LISTED ENTRIES -
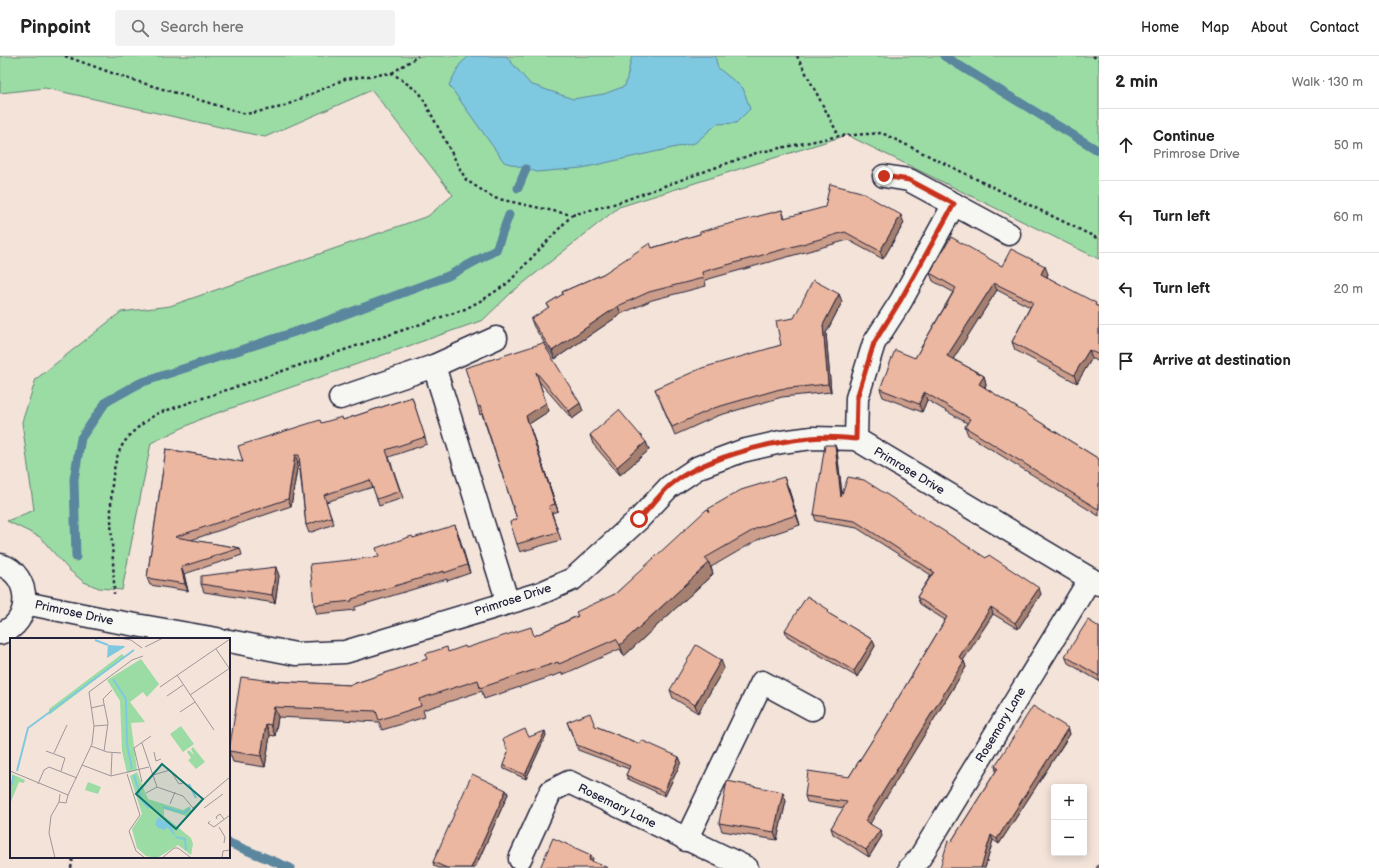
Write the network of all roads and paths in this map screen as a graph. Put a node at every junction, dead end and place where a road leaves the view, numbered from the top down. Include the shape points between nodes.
1 (65, 56) edge
2 (418, 56) edge
3 (797, 56) edge
4 (1093, 56) edge
5 (1099, 60) edge
6 (392, 73) junction
7 (839, 136) junction
8 (884, 176) dead end
9 (954, 204) junction
10 (572, 215) junction
11 (1009, 234) dead end
12 (1099, 239) edge
13 (496, 338) dead end
14 (434, 366) junction
15 (340, 398) dead end
16 (856, 439) junction
17 (0, 565) edge
18 (1094, 582) edge
19 (25, 603) junction
20 (508, 603) junction
21 (113, 621) junction
22 (0, 633) edge
23 (211, 638) edge
24 (230, 641) edge
25 (812, 709) dead end
26 (686, 840) junction
27 (73, 858) edge
28 (520, 859) dead end
29 (71, 868) edge
30 (747, 868) edge
31 (910, 868) edge

1 - 6 path via 126,78 246,114 282,107 345,79
2 - 6 path
3 - 7 path
4 - 5 path
6 - 10 path via 420,93 466,180 494,198
7 - 10 path via 756,153 617,203
7 - 12 path via 882,133
8 - 9 street via 909,180
9 - 11 street
9 - 16 street via 874,343 857,398
10 - 21 path via 508,283 465,309 156,414 139,426 124,441 115,463 112,491
13 - 14 street
14 - 15 street
14 - 20 street
16 - 18 street, Primrose Drive
16 - 20 street, Primrose Drive via 812,438 781,442 742,451 699,468 669,486 639,519 573,579 541,593
17 - 19 street via 16,574 24,588
18 - 31 street, Rosemary Lane via 919,859
19 - 21 street, Primrose Drive
19 - 22 street via 22,615 14,625
20 - 24 street, Primrose Drive via 345,652 296,654
21 - 23 street, Primrose Drive
25 - 26 street via 762,682
26 - 28 street, Rosemary Lane via 569,782 551,791
26 - 30 street, Rosemary Lane
27 - 29 path

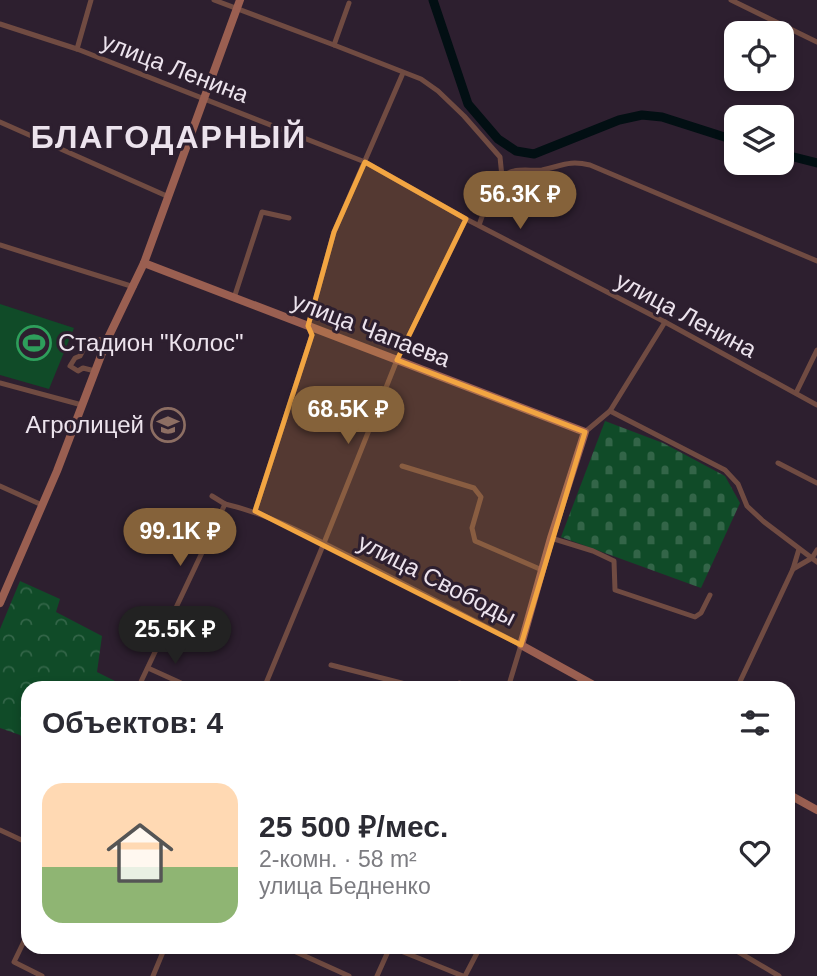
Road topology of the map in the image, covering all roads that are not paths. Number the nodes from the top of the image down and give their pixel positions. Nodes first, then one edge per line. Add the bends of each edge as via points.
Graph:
1 (91, 0) edge
2 (214, 0) edge
3 (731, 0) edge
4 (349, 3) dead end
5 (238, 4) edge
6 (0, 24) edge
7 (817, 42) edge
8 (334, 45) junction
9 (77, 49) junction
10 (403, 73) junction
11 (205, 99) junction
12 (0, 122) edge
13 (365, 162) junction
14 (502, 177) junction
15 (169, 197) junction
16 (289, 218) dead end
17 (466, 219) junction
18 (479, 225) junction
19 (0, 245) edge
20 (817, 261) edge
21 (144, 264) junction
22 (134, 287) junction
23 (234, 298) junction
24 (665, 322) junction
25 (308, 326) junction
26 (107, 340) junction
27 (817, 350) edge
28 (397, 360) junction
29 (95, 370) junction
30 (0, 383) edge
31 (796, 393) junction
32 (82, 405) junction
33 (817, 405) edge
34 (610, 411) junction
35 (585, 432) junction
36 (778, 463) dead end
37 (402, 466) dead end
38 (817, 483) edge
39 (0, 486) edge
40 (212, 496) dead end
41 (225, 504) junction
42 (41, 505) junction
43 (255, 511) junction
44 (551, 538) junction
45 (324, 543) junction
46 (799, 549) junction
47 (817, 550) edge
48 (815, 560) edge
49 (793, 569) junction
50 (542, 570) junction
51 (710, 595) dead end
52 (0, 603) edge
53 (521, 645) junction
54 (331, 665) dead end
55 (148, 668) junction
56 (142, 681) edge
57 (177, 681) edge
58 (267, 681) edge
59 (394, 681) edge
60 (510, 681) edge
61 (586, 681) edge
62 (740, 681) edge
63 (795, 798) edge
64 (817, 810) edge
65 (0, 830) edge
66 (21, 840) edge
67 (21, 948) edge
68 (162, 954) edge
69 (300, 954) edge
70 (388, 954) edge
71 (409, 954) edge
72 (476, 954) edge
73 (742, 954) edge
74 (42, 976) edge
75 (153, 976) edge
76 (349, 976) edge
77 (377, 976) edge
78 (464, 976) edge
79 (779, 976) edge

1 - 9 street
2 - 5 street
3 - 7 street
4 - 8 street
5 - 8 street
5 - 11 main road
6 - 9 street, улица Ленина
8 - 10 street
9 - 11 street, улица Ленина
10 - 13 street
10 - 14 street via 421,79 464,116 500,157
11 - 13 street, улица Ленина
11 - 15 main road
12 - 15 street
13 - 17 street, улица Ленина
13 - 25 street via 334,232
14 - 18 street
14 - 20 street via 512,171 540,170 573,161 590,165
15 - 21 main road
16 - 23 street via 262,212
17 - 18 street, улица Ленина
17 - 28 street
18 - 24 street, улица Ленина
19 - 22 street
21 - 22 main road
21 - 23 main road, улица Чапаева
22 - 26 main road
23 - 25 main road, улица Чапаева
24 - 31 street, улица Ленина
24 - 34 street
25 - 28 main road, улица Чапаева
25 - 43 street via 312,335
26 - 29 main road
26 - 29 street via 89,339 70,366 78,371
27 - 31 street
28 - 35 main road, улица Чапаева
28 - 45 street
29 - 32 main road
30 - 32 street
31 - 33 street, улица Ленина
32 - 42 main road
34 - 35 street
34 - 46 street via 725,470 738,484 747,506
35 - 44 main road
36 - 38 street
37 - 50 street via 474,488 481,497 472,528 475,541
39 - 42 street
40 - 41 street
41 - 43 street, улица Свободы
41 - 55 street
42 - 52 main road
43 - 45 street, улица Свободы
44 - 50 main road
44 - 51 street via 614,561 615,590 642,600 695,617
45 - 53 street, улица Свободы
45 - 58 street
46 - 48 street
46 - 49 street
47 - 48 street
48 - 49 street
49 - 62 street
50 - 53 main road
53 - 60 street
53 - 61 main road, улица Свободы
54 - 59 street
55 - 56 street
55 - 57 street
63 - 64 main road
65 - 66 street
67 - 74 street via 14,962
68 - 75 street
69 - 76 street
70 - 77 street
71 - 78 street
72 - 78 street
73 - 79 street

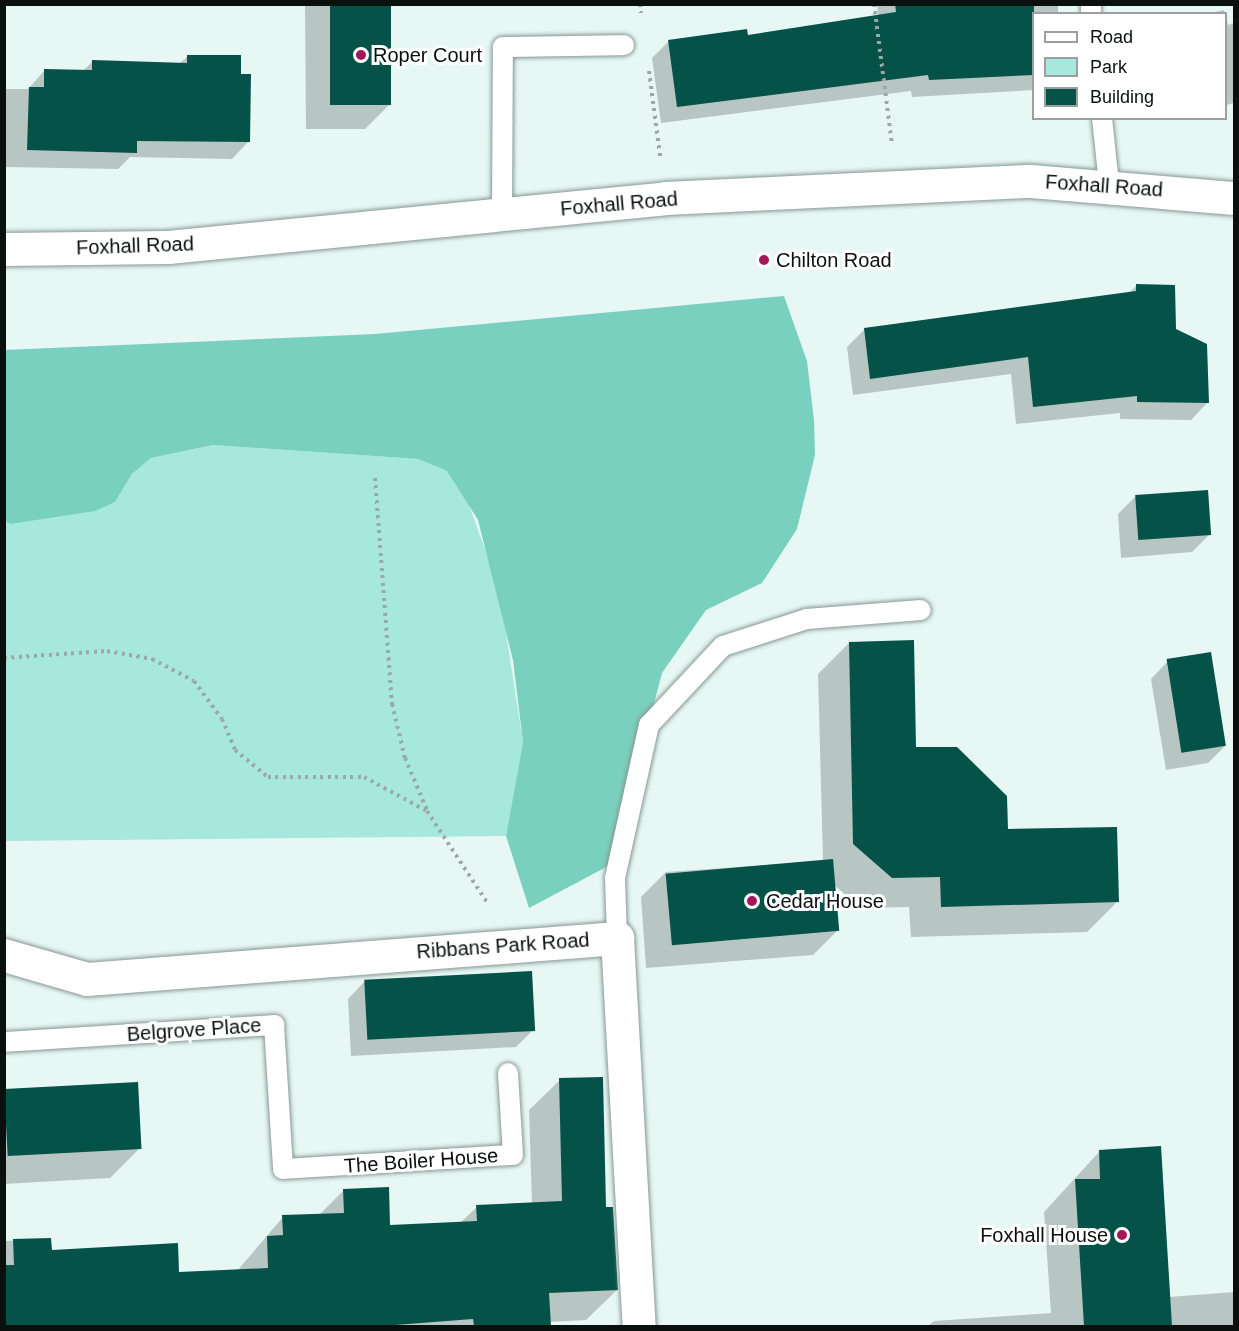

WHAT YOU ARE ASKED TO DO - Pictures are to be left out. Otherwise, copy the material above exactly.

TASK ANSWER -
Write the network of all roads and paths in this map screen as a graph. Put a node at every junction, dead end and place where a road leaves the view, numbered from the top down. Include the shape points between nodes.
1 (65, 56) edge
2 (418, 56) edge
3 (797, 56) edge
4 (1093, 56) edge
5 (1099, 60) edge
6 (392, 73) junction
7 (839, 136) junction
8 (884, 176) dead end
9 (954, 204) junction
10 (572, 215) junction
11 (1009, 234) dead end
12 (1099, 239) edge
13 (496, 338) dead end
14 (434, 366) junction
15 (340, 398) dead end
16 (856, 439) junction
17 (0, 565) edge
18 (1094, 582) edge
19 (25, 603) junction
20 (508, 603) junction
21 (113, 621) junction
22 (0, 633) edge
23 (211, 638) edge
24 (230, 641) edge
25 (812, 709) dead end
26 (686, 840) junction
27 (73, 858) edge
28 (520, 859) dead end
29 (71, 868) edge
30 (747, 868) edge
31 (910, 868) edge

1 - 6 path via 126,78 246,114 282,107 345,79
2 - 6 path
3 - 7 path
4 - 5 path
6 - 10 path via 420,93 466,180 494,198
7 - 10 path via 756,153 617,203
7 - 12 path via 882,133
8 - 9 street via 909,180
9 - 11 street
9 - 16 street via 874,343 857,398
10 - 21 path via 508,283 465,309 156,414 139,426 124,441 115,463 112,491
13 - 14 street
14 - 15 street
14 - 20 street
16 - 18 street, Primrose Drive
16 - 20 street, Primrose Drive via 812,438 781,442 742,451 699,468 669,486 639,519 573,579 541,593
17 - 19 street via 16,574 24,588
18 - 31 street, Rosemary Lane via 919,859
19 - 21 street, Primrose Drive
19 - 22 street via 22,615 14,625
20 - 24 street, Primrose Drive via 345,652 296,654
21 - 23 street, Primrose Drive
25 - 26 street via 762,682
26 - 28 street, Rosemary Lane via 569,782 551,791
26 - 30 street, Rosemary Lane
27 - 29 path

Road topology of the map in the image, covering all roads that are not paths. Number the nodes from the top of the image down and give their pixel positions. Nodes first, then one edge per line. Add the bends of each edge as via points.
Graph:
1 (91, 0) edge
2 (214, 0) edge
3 (731, 0) edge
4 (349, 3) dead end
5 (238, 4) edge
6 (0, 24) edge
7 (817, 42) edge
8 (334, 45) junction
9 (77, 49) junction
10 (403, 73) junction
11 (205, 99) junction
12 (0, 122) edge
13 (365, 162) junction
14 (502, 177) junction
15 (169, 197) junction
16 (289, 218) dead end
17 (466, 219) junction
18 (479, 225) junction
19 (0, 245) edge
20 (817, 261) edge
21 (144, 264) junction
22 (134, 287) junction
23 (234, 298) junction
24 (665, 322) junction
25 (308, 326) junction
26 (107, 340) junction
27 (817, 350) edge
28 (397, 360) junction
29 (95, 370) junction
30 (0, 383) edge
31 (796, 393) junction
32 (82, 405) junction
33 (817, 405) edge
34 (610, 411) junction
35 (585, 432) junction
36 (778, 463) dead end
37 (402, 466) dead end
38 (817, 483) edge
39 (0, 486) edge
40 (212, 496) dead end
41 (225, 504) junction
42 (41, 505) junction
43 (255, 511) junction
44 (551, 538) junction
45 (324, 543) junction
46 (799, 549) junction
47 (817, 550) edge
48 (815, 560) edge
49 (793, 569) junction
50 (542, 570) junction
51 (710, 595) dead end
52 (0, 603) edge
53 (521, 645) junction
54 (331, 665) dead end
55 (148, 668) junction
56 (142, 681) edge
57 (177, 681) edge
58 (267, 681) edge
59 (394, 681) edge
60 (510, 681) edge
61 (586, 681) edge
62 (740, 681) edge
63 (795, 798) edge
64 (817, 810) edge
65 (0, 830) edge
66 (21, 840) edge
67 (21, 948) edge
68 (162, 954) edge
69 (300, 954) edge
70 (388, 954) edge
71 (409, 954) edge
72 (476, 954) edge
73 (742, 954) edge
74 (42, 976) edge
75 (153, 976) edge
76 (349, 976) edge
77 (377, 976) edge
78 (464, 976) edge
79 (779, 976) edge

1 - 9 street
2 - 5 street
3 - 7 street
4 - 8 street
5 - 8 street
5 - 11 main road
6 - 9 street, улица Ленина
8 - 10 street
9 - 11 street, улица Ленина
10 - 13 street
10 - 14 street via 421,79 464,116 500,157
11 - 13 street, улица Ленина
11 - 15 main road
12 - 15 street
13 - 17 street, улица Ленина
13 - 25 street via 334,232
14 - 18 street
14 - 20 street via 512,171 540,170 573,161 590,165
15 - 21 main road
16 - 23 street via 262,212
17 - 18 street, улица Ленина
17 - 28 street
18 - 24 street, улица Ленина
19 - 22 street
21 - 22 main road
21 - 23 main road, улица Чапаева
22 - 26 main road
23 - 25 main road, улица Чапаева
24 - 31 street, улица Ленина
24 - 34 street
25 - 28 main road, улица Чапаева
25 - 43 street via 312,335
26 - 29 main road
26 - 29 street via 89,339 70,366 78,371
27 - 31 street
28 - 35 main road, улица Чапаева
28 - 45 street
29 - 32 main road
30 - 32 street
31 - 33 street, улица Ленина
32 - 42 main road
34 - 35 street
34 - 46 street via 725,470 738,484 747,506
35 - 44 main road
36 - 38 street
37 - 50 street via 474,488 481,497 472,528 475,541
39 - 42 street
40 - 41 street
41 - 43 street, улица Свободы
41 - 55 street
42 - 52 main road
43 - 45 street, улица Свободы
44 - 50 main road
44 - 51 street via 614,561 615,590 642,600 695,617
45 - 53 street, улица Свободы
45 - 58 street
46 - 48 street
46 - 49 street
47 - 48 street
48 - 49 street
49 - 62 street
50 - 53 main road
53 - 60 street
53 - 61 main road, улица Свободы
54 - 59 street
55 - 56 street
55 - 57 street
63 - 64 main road
65 - 66 street
67 - 74 street via 14,962
68 - 75 street
69 - 76 street
70 - 77 street
71 - 78 street
72 - 78 street
73 - 79 street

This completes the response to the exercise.